# Brown surface scum



## ADA (29 Mar 2015)

anyone know if its bacteria or algae?


----------



## The_Iceman (29 Mar 2015)

Brown?

Never seen the brown stuff... only milky/cloudy surface scum (bacteria). We are talking about the surface of the water right?


----------



## ADA (29 Mar 2015)

Yeah, it's brown on my tank and comes back after a couple of days and I'm about to up my lighting by 50% lol hoping it will help the plants out compete the scum growth as they're growing very slowly at the moment, may up my CO2 a bit too but last time I did the fish were gasping.


----------



## The_Iceman (29 Mar 2015)

Try placing the Lily Pipe higher at night.
This will bring in more oxygen and remove the scum.
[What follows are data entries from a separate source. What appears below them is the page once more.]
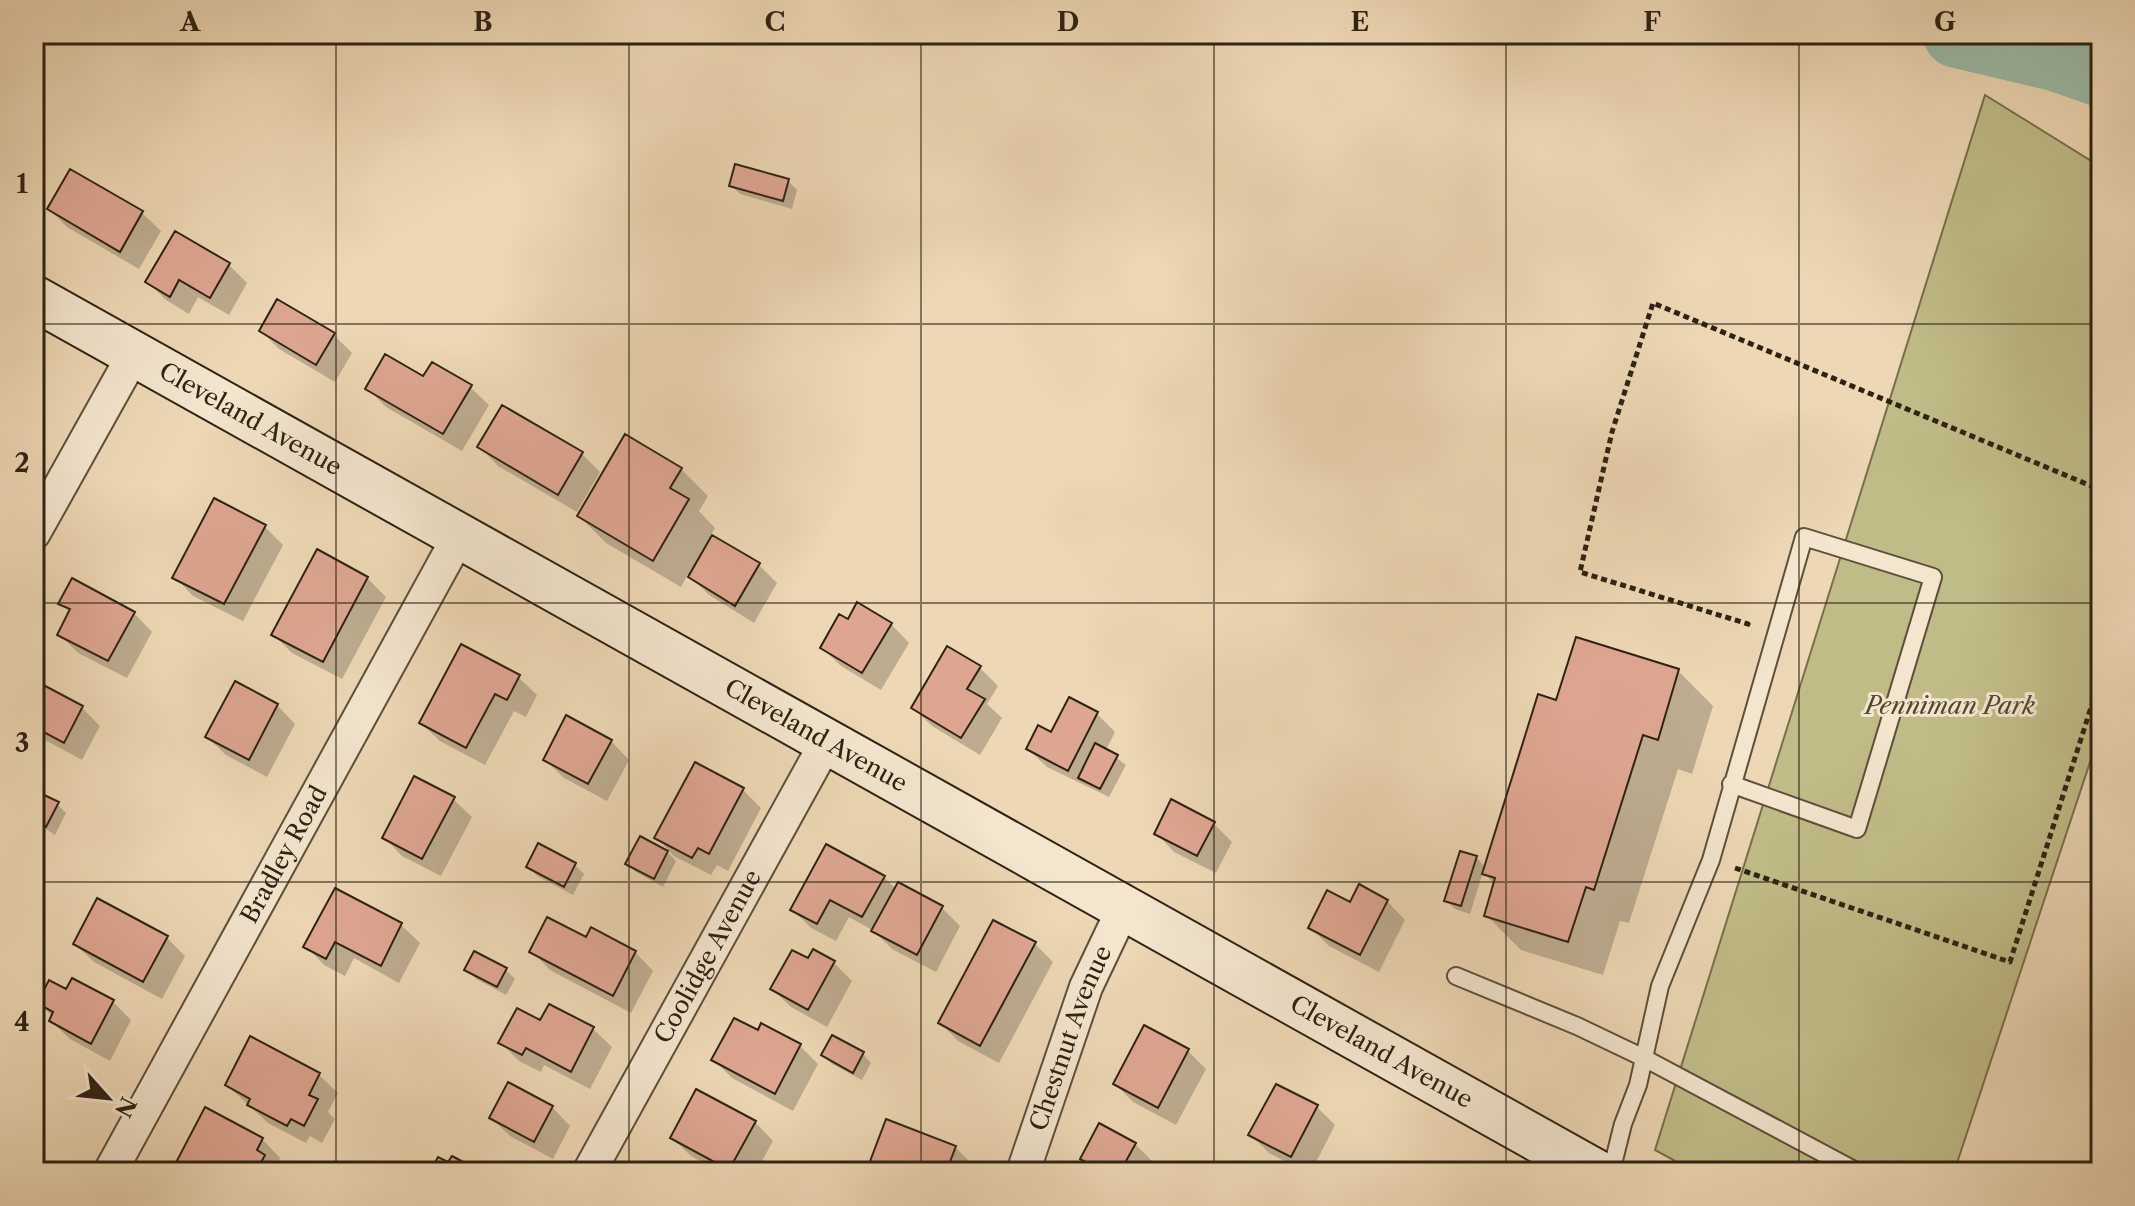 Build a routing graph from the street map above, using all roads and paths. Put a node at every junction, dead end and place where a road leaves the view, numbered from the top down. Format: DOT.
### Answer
graph roads {
  1 [pos="34,298"];
  2 [pos="134,354"];
  3 [pos="2101,490"];
  4 [pos="34,533"];
  5 [pos="459,536"];
  6 [pos="1748,624"];
  7 [pos="827,741"];
  8 [pos="1731,784"];
  9 [pos="1124,907"];
  10 [pos="1456,976"];
  11 [pos="1644,1058"];
  12 [pos="110,1172"];
  13 [pos="589,1172"];
  14 [pos="1023,1172"];
  15 [pos="1596,1172"];
  16 [pos="1611,1172"];
  17 [pos="1858,1172"];
  1 -- 2 [label="street, Cleveland Avenue"];
  2 -- 4 [label="street"];
  2 -- 5 [label="street, Cleveland Avenue"];
  3 -- 6 [label="path"];
  5 -- 7 [label="street, Cleveland Avenue"];
  5 -- 12 [label="street, Bradley Road"];
  7 -- 9 [label="street, Cleveland Avenue"];
  7 -- 13 [label="street, Coolidge Avenue"];
  8 -- 8 [label="lane"];
  8 -- 11 [label="lane"];
  9 -- 14 [label="street, Chestnut Avenue"];
  9 -- 15 [label="street, Cleveland Avenue"];
  10 -- 11 [label="lane"];
  11 -- 16 [label="lane"];
  11 -- 17 [label="lane"];
}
I had some problems with the cloudy stuff first, but since I do this procedure every day, it's gone.


----------



## ADA (29 Mar 2015)

I wonder if night oxygenation will help via air stone or something


----------



## Ghosty (29 Mar 2015)

Just increase surface agitation, I get scum in my ten gal if the spray bar is to low on water level


----------



## ADA (29 Mar 2015)

Yeah but is it brown tho?


----------



## Stu Worrall (29 Mar 2015)

mine appears as a bit milky on a new tank.  Since fitting an eheim skimmer to the new tank its all gone in a matter of minutes


----------



## Ghosty (29 Mar 2015)

Mine looked like a rainbow so,.. Lol
Could be a number of things of witch is out of my skill level, I would however try and remove it,
Get a paper towel, (scent and chemical free) rest on top of scum  and quickly remove,
And add more surfice ripples, I'll do some research and see what I come up with

Could be brown algae, could be oils from your skin or the air in your house,


----------



## ADA (29 Mar 2015)

It's not oily lol I do remove it every day and do wc every other day at the moment so hoping after adding some media from the missus tank tomorrow it will help speed things along a little as it's only been flooded few weeks so might be as its new tank.


----------



## parotet (30 Mar 2015)

Have you recently changed the substrate? AquaSoil maybe? During the first days when I use this sold in a new setup I find some brown bubbles on the surface (looks like bubbles from the substrate with aqua soil powder). I suppose that if you have some oily surface scum (this is cell death, plants melting, etc.) it can blend with it

Jordi


----------



## Jose (30 Mar 2015)

Something is adding colour to your surface film. It can be as Jordi suggests some soil or some wood leaching tannins. Also could be leaves. Anything brown in your tank?


----------



## alto (30 Mar 2015)

It may be related to soil powder but also algae, a surface skimmer is likely the quickest solution though its likely time will resolve it as well ...


----------



## ADA (30 Mar 2015)

Well substrate is Florabase black which does look dark brown once wet but I will keep up wc's and see how it goes


----------



## alto (30 Mar 2015)

If this is substrate that you moved from your other tank, it's quite easy to generate these "fines" - if you have some very fine netting (I have an ancient fish net), you can also just rest this on the surface at night & remove & rinse in the morning - from what comes out, you'll know whether it's worth repeating


----------